American businesswoman

Lisa Gersh is an American businesswoman and an executive partner at Attention Capital, LLC. She previously was CEO of Martha Stewart Living, Goop, and the Alexander Wang fashion label, and co-founded the Oxygen Network.

== Early life ==
Gersh grew up in The Bronx, New York City. While in school, she worked as an umpire for girls' softball games and at the Foodtown grocery store.

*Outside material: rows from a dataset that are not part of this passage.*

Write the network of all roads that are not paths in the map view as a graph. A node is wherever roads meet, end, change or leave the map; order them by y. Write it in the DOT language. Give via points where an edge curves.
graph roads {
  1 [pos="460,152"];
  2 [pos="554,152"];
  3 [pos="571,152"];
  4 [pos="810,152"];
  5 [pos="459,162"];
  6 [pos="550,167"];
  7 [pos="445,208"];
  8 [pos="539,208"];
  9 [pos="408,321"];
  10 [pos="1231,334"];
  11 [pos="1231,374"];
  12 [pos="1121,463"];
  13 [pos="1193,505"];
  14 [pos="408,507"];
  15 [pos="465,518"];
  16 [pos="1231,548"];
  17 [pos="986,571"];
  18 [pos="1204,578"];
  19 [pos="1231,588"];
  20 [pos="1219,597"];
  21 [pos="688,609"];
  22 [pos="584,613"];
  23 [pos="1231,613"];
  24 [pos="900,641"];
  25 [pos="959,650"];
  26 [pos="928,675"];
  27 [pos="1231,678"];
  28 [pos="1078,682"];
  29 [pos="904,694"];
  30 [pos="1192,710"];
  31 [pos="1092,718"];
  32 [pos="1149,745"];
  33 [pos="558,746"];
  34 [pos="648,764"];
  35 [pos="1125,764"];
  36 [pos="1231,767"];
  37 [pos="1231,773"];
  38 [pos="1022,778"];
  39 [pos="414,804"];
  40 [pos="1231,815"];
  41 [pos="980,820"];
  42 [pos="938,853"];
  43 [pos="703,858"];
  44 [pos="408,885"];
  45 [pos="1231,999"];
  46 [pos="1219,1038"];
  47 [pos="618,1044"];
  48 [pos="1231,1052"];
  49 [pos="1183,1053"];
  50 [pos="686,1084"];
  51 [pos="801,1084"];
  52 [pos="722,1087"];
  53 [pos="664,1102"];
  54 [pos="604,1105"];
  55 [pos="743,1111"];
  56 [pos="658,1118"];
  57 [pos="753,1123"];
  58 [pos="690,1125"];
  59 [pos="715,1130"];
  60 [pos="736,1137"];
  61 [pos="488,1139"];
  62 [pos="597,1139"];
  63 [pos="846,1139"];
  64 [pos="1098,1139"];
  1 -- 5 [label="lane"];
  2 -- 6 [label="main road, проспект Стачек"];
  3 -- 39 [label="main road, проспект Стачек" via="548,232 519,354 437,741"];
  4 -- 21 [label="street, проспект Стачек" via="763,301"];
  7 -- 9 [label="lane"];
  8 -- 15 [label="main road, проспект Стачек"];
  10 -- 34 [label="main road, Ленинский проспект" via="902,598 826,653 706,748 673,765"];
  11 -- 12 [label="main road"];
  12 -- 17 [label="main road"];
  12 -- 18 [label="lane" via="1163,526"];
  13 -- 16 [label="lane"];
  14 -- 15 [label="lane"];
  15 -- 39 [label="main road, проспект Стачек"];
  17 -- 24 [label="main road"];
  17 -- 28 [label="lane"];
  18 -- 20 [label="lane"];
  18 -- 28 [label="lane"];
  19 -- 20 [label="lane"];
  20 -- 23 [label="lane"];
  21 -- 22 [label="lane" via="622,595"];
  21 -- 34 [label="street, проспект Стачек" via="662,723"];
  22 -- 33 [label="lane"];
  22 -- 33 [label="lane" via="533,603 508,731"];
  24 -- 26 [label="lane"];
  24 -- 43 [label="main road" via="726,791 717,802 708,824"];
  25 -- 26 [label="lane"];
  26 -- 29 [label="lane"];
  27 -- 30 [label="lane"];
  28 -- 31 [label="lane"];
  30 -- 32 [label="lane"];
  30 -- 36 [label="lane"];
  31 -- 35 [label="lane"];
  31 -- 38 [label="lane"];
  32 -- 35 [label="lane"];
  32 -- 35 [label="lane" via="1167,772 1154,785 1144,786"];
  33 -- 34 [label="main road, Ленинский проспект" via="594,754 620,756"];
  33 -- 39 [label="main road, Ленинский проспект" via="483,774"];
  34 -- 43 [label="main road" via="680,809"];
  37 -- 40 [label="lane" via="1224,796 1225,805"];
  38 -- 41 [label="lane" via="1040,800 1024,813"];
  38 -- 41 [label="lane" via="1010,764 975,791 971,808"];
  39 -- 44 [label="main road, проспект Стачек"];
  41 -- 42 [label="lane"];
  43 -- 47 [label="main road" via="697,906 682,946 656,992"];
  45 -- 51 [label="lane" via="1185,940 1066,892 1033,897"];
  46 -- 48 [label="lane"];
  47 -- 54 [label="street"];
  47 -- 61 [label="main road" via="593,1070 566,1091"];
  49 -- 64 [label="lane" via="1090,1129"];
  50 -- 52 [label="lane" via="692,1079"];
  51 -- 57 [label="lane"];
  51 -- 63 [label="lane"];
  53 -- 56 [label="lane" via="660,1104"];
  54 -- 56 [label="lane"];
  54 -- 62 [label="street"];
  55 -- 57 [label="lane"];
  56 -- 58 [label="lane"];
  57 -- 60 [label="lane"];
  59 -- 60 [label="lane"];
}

Gersh received her undergraduate degree from SUNY Binghamton, after which she earned her JD from Rutgers University. She is a member of the New York State Bar Association.

== Career ==
In 1986 she began work as a partner at Friedman Kaplan Seiler & Adelman LLP. In 1988, she co-founded Oxygen Media, and was president and COO when she had facilitated its sale to NBCU in 2007. After the sale of Oxygen, she began work for NBCU where she played a key role in their acquisition of The Weather Channel. At NBCU she was President of Strategic Initiatives and as Managing Director of The Weather Channel before joining the NBC News management team in 2009.

Gersh joined Martha Stewart Living Omnimedia as president and COO in 2011. In July 2012 she became CEO of the company. She stepped down in December of the same year during restructuring of the firm, but remained on the board of directors.

In 2014, Gersh was named CEO of Goop, a lifestyle and e-commerce company. In 2017 she succeeded Alexander Wang as CEO of Alexander Wang, Inc.

In October 2019 she became Executive Partner at Attention Capital LLC, an American company acquiring and building media brands in the attention economy.

Gersh is a board member for Hasbro Inc., University of Southern California, Establishment Labs SA, POPSUGAR Inc., The Bail Project, and Pershing Square Tontine Holdings.